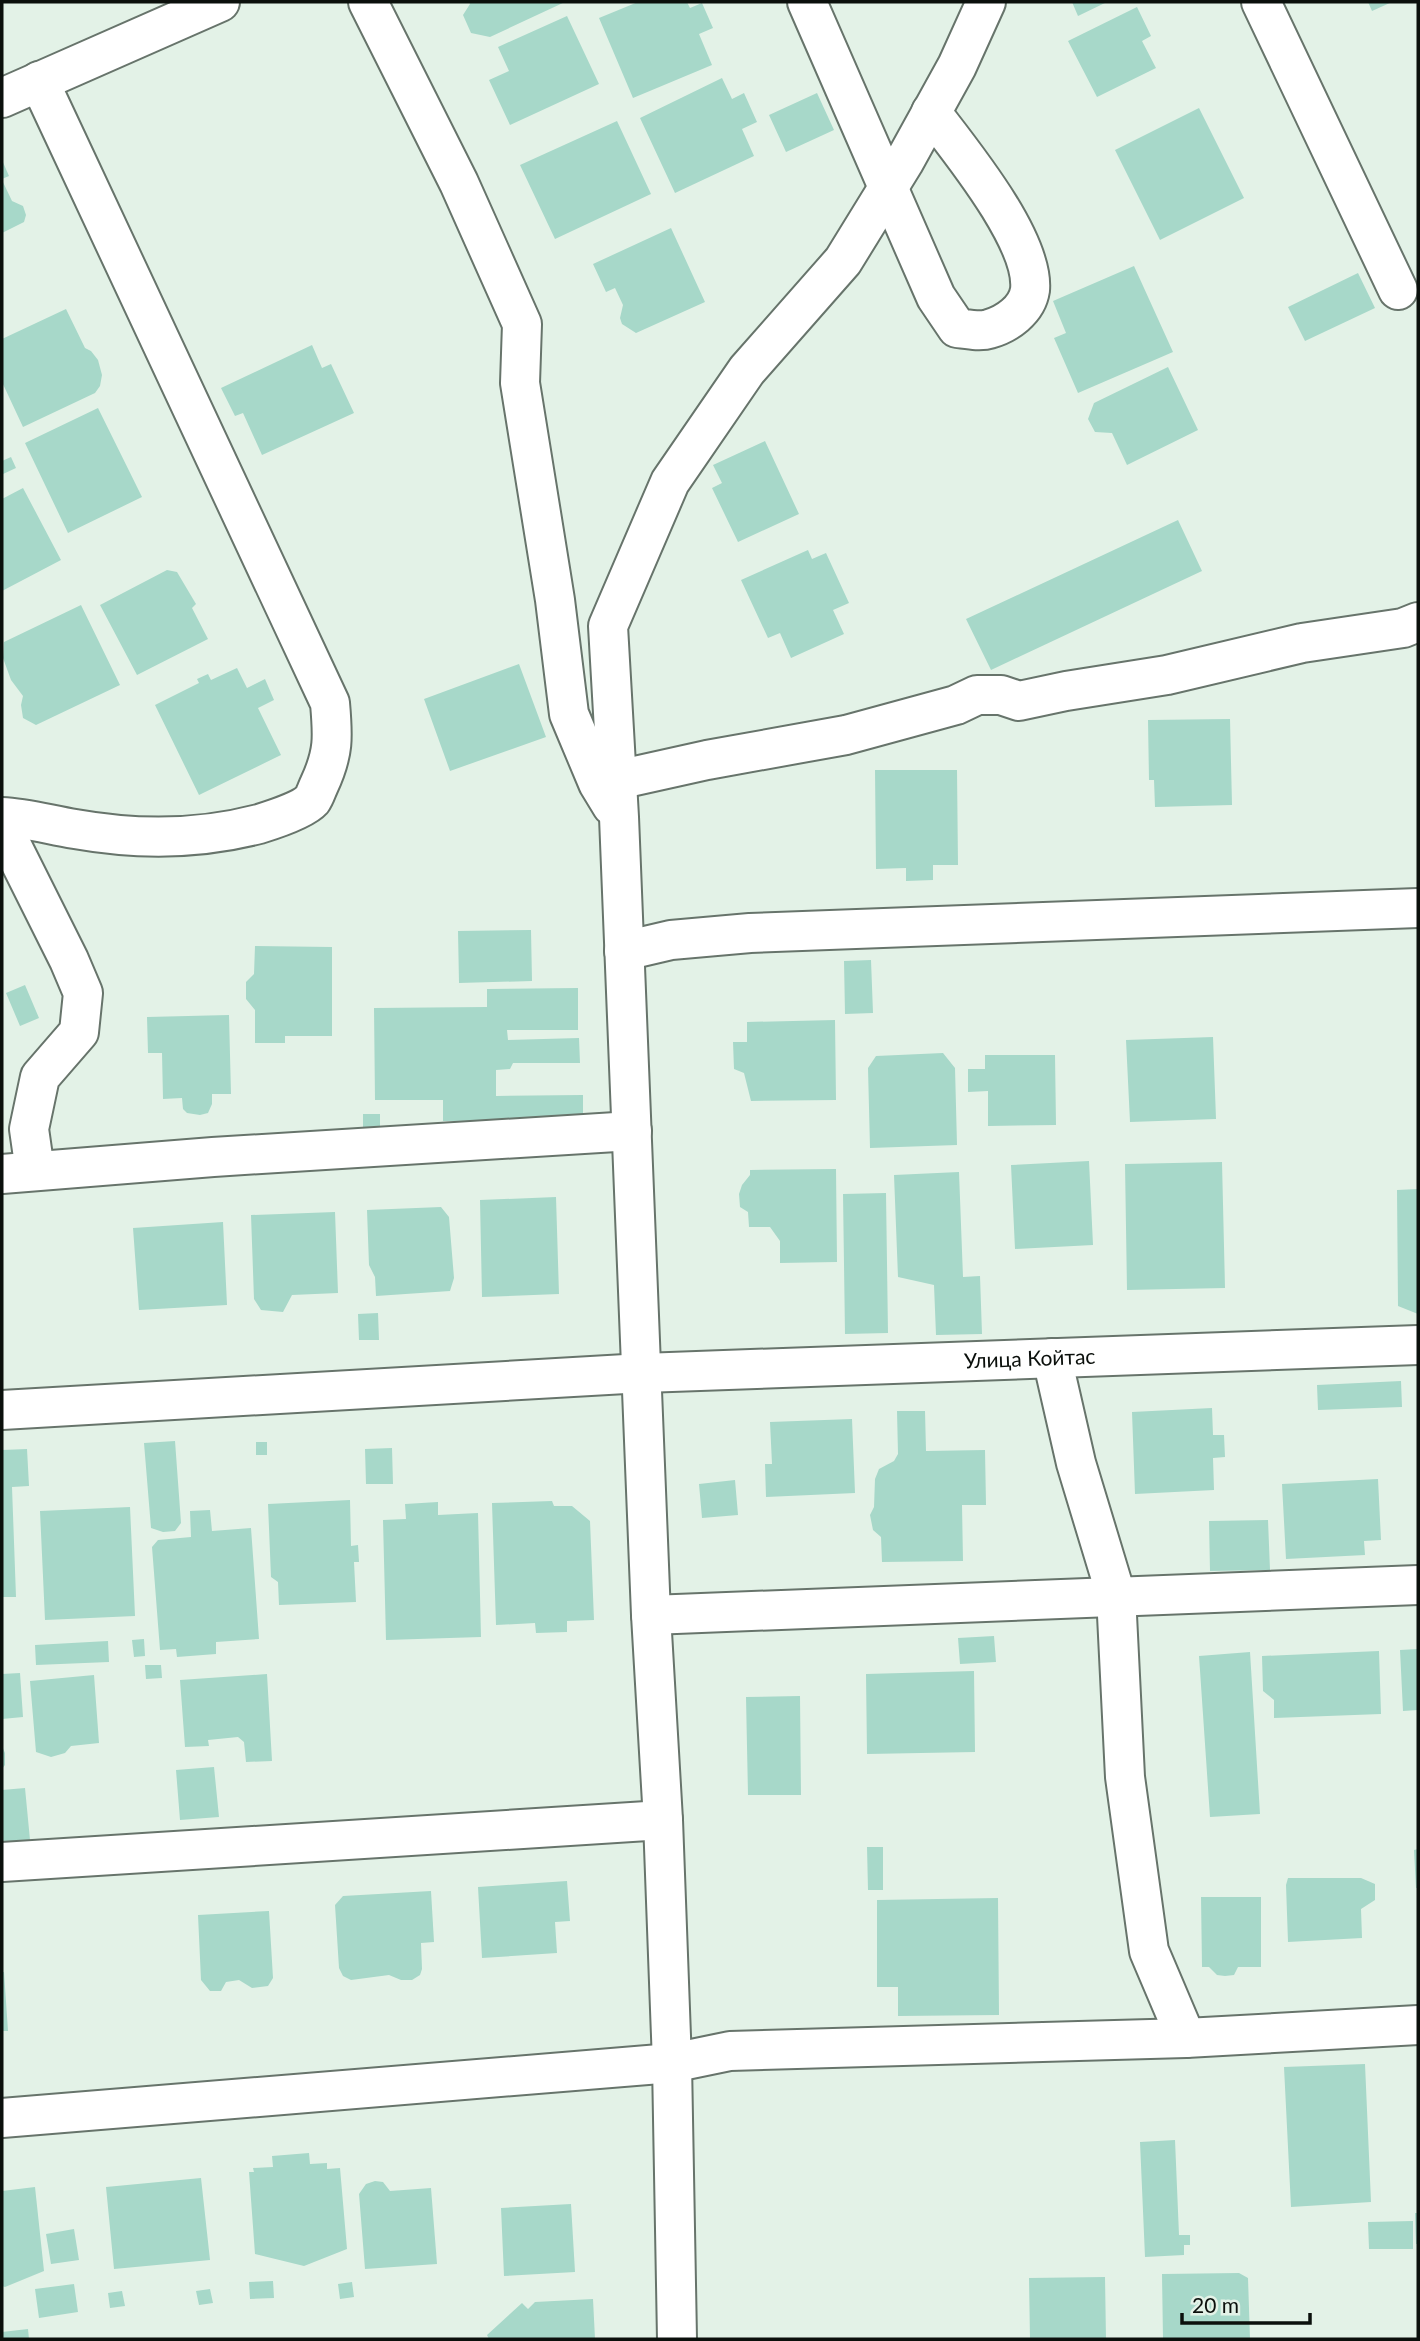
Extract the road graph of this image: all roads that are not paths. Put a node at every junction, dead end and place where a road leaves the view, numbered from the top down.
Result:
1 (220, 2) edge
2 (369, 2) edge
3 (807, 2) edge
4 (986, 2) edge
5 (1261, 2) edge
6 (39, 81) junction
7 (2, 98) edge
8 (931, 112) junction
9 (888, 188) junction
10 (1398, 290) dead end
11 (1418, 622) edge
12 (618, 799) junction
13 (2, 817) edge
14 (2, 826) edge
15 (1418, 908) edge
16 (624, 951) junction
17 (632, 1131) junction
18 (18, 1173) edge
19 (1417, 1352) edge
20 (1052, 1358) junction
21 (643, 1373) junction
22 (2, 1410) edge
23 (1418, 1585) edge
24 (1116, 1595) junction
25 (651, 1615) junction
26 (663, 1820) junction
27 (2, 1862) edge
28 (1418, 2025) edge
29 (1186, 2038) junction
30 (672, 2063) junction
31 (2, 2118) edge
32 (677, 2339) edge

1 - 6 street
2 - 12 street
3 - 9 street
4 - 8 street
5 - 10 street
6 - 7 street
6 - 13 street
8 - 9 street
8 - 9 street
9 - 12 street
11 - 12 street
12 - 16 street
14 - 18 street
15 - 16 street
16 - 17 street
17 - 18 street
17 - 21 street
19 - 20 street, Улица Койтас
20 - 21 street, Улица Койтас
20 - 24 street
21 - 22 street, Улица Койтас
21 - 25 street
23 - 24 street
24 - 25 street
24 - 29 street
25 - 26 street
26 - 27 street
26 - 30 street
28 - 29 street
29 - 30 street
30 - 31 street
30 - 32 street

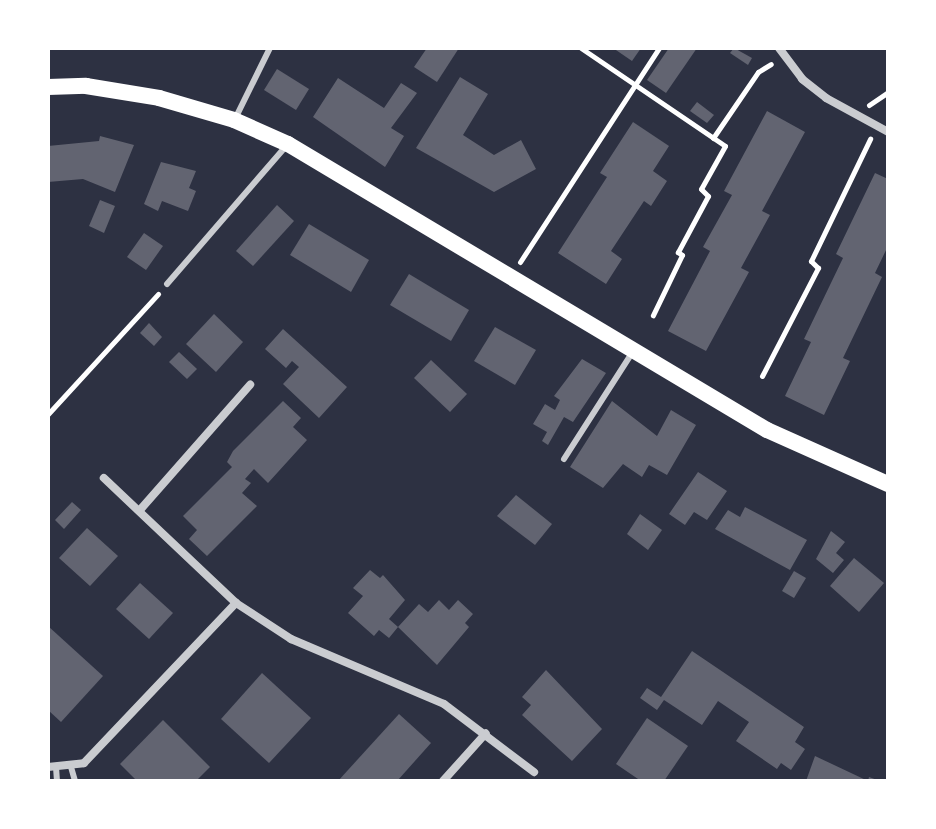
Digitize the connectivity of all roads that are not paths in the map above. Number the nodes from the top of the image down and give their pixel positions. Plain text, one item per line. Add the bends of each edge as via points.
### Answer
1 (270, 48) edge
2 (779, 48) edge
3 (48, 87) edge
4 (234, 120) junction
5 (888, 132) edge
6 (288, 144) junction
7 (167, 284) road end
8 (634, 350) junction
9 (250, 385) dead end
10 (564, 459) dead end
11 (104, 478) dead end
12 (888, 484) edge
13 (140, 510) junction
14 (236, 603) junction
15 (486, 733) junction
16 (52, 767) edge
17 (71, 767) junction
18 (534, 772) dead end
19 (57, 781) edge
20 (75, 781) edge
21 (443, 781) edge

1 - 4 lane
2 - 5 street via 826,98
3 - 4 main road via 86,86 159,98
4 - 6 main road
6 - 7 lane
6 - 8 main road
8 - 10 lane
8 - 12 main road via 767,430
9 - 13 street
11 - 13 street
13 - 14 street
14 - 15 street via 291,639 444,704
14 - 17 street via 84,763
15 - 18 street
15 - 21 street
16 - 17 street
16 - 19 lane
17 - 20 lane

* Task to carry out
Using the data above, write out every line exactly, leaving the images behind.

* Response to the task
Extract the road graph of this image: all roads that are not paths. Put a node at every junction, dead end and place where a road leaves the view, numbered from the top down.
Result:
1 (220, 2) edge
2 (369, 2) edge
3 (807, 2) edge
4 (986, 2) edge
5 (1261, 2) edge
6 (39, 81) junction
7 (2, 98) edge
8 (931, 112) junction
9 (888, 188) junction
10 (1398, 290) dead end
11 (1418, 622) edge
12 (618, 799) junction
13 (2, 817) edge
14 (2, 826) edge
15 (1418, 908) edge
16 (624, 951) junction
17 (632, 1131) junction
18 (18, 1173) edge
19 (1417, 1352) edge
20 (1052, 1358) junction
21 (643, 1373) junction
22 (2, 1410) edge
23 (1418, 1585) edge
24 (1116, 1595) junction
25 (651, 1615) junction
26 (663, 1820) junction
27 (2, 1862) edge
28 (1418, 2025) edge
29 (1186, 2038) junction
30 (672, 2063) junction
31 (2, 2118) edge
32 (677, 2339) edge

1 - 6 street
2 - 12 street
3 - 9 street
4 - 8 street
5 - 10 street
6 - 7 street
6 - 13 street
8 - 9 street
8 - 9 street
9 - 12 street
11 - 12 street
12 - 16 street
14 - 18 street
15 - 16 street
16 - 17 street
17 - 18 street
17 - 21 street
19 - 20 street, Улица Койтас
20 - 21 street, Улица Койтас
20 - 24 street
21 - 22 street, Улица Койтас
21 - 25 street
23 - 24 street
24 - 25 street
24 - 29 street
25 - 26 street
26 - 27 street
26 - 30 street
28 - 29 street
29 - 30 street
30 - 31 street
30 - 32 street

Digitize the connectivity of all roads that are not paths in the map above. Number the nodes from the top of the image down and give their pixel positions. Plain text, one item per line. Add the bends of each edge as via points.
### Answer
1 (270, 48) edge
2 (779, 48) edge
3 (48, 87) edge
4 (234, 120) junction
5 (888, 132) edge
6 (288, 144) junction
7 (167, 284) road end
8 (634, 350) junction
9 (250, 385) dead end
10 (564, 459) dead end
11 (104, 478) dead end
12 (888, 484) edge
13 (140, 510) junction
14 (236, 603) junction
15 (486, 733) junction
16 (52, 767) edge
17 (71, 767) junction
18 (534, 772) dead end
19 (57, 781) edge
20 (75, 781) edge
21 (443, 781) edge

1 - 4 lane
2 - 5 street via 826,98
3 - 4 main road via 86,86 159,98
4 - 6 main road
6 - 7 lane
6 - 8 main road
8 - 10 lane
8 - 12 main road via 767,430
9 - 13 street
11 - 13 street
13 - 14 street
14 - 15 street via 291,639 444,704
14 - 17 street via 84,763
15 - 18 street
15 - 21 street
16 - 17 street
16 - 19 lane
17 - 20 lane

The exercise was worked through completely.